Ibis have certainly come a long way since their worst ignominy, when they went from July 20, 1980 to June 17, 1984 without winning a match – racking up 48 losses and six draws, with 25 goals for and 225 against.

The losing streak was so bad sports magazine Placar wrote a profile of the club, declaring them “the worst team in Brazil” – a nickname that soon became more famous than the club’s official one, the Black Birds.

Ibis claim they even hold a Guinness record for the world’s worst losing streak – though there is no register of that.

Israel Leal, author of a book on the team, said Ibis have universal appeal.

“Ibis is resistence. It’s like any one of us who’s going through a bad time and then starts fighting to win,” he said.

“For many years the club did nothing but lose, and now they’re winning.”
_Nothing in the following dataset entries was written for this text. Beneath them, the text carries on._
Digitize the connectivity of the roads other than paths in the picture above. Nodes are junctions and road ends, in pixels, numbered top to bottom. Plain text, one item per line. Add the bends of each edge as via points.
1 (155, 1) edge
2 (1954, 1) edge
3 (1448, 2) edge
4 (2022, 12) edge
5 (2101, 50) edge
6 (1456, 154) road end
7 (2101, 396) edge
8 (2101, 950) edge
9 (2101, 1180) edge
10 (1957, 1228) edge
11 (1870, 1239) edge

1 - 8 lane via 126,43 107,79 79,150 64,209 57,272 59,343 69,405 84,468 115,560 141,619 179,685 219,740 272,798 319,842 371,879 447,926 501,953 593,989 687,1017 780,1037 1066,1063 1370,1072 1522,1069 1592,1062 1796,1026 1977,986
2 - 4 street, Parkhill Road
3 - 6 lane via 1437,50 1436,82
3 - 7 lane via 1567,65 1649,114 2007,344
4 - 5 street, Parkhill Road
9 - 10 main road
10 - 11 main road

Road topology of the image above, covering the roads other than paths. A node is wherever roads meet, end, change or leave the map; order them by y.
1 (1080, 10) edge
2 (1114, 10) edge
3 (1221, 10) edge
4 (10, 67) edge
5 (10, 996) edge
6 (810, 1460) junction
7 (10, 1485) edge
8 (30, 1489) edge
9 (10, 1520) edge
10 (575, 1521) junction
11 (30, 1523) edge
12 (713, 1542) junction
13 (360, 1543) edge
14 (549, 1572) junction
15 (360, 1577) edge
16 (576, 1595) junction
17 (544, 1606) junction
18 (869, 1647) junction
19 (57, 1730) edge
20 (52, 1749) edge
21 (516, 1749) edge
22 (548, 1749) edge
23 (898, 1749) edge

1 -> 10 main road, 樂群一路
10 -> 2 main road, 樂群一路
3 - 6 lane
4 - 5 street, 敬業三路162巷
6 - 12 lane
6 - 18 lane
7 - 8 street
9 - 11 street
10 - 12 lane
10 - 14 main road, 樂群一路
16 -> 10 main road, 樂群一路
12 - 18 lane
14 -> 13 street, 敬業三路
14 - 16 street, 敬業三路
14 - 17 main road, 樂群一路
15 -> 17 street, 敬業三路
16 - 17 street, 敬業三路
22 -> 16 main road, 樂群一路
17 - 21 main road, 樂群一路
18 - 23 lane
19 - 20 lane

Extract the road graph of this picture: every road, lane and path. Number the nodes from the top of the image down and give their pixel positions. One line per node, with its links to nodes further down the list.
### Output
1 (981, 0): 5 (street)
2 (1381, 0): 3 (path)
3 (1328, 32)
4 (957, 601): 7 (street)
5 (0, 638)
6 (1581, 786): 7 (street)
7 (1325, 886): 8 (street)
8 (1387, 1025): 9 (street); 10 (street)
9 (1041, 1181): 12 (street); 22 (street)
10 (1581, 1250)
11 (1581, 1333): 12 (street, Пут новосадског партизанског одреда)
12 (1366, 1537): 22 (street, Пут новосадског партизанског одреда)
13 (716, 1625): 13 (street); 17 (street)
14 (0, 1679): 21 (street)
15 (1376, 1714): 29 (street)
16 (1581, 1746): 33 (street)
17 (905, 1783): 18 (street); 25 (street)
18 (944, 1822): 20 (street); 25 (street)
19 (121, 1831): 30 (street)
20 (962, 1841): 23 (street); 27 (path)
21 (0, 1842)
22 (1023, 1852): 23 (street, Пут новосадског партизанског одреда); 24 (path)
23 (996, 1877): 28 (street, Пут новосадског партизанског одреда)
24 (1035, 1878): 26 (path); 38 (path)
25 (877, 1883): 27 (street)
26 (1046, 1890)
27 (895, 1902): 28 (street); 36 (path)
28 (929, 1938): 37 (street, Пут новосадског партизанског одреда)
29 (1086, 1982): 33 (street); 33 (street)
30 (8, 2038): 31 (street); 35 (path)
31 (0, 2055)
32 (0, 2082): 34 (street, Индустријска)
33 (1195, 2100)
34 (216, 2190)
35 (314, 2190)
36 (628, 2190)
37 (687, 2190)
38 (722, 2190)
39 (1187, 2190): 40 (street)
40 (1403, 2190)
Owner Ramos said Ibis have a way of conquering people’s hearts.

Among fans who support Pernambuco’s most popular sides, Nautico and Sport Recife, “Ibis are everyone’s second-favorite team,” he said.

Even the club’s best-loved legends tend to be everyman stars, such as Mauro Shampoo, a barber with a massive mane of hair who played as a midfielder for Ibis in the late 1980s.

He claims to have scored one goal, in an 8-1 loss to Ferroviario do Recife.

But there is no record of it.

The club president at the time said it was actually an own goal.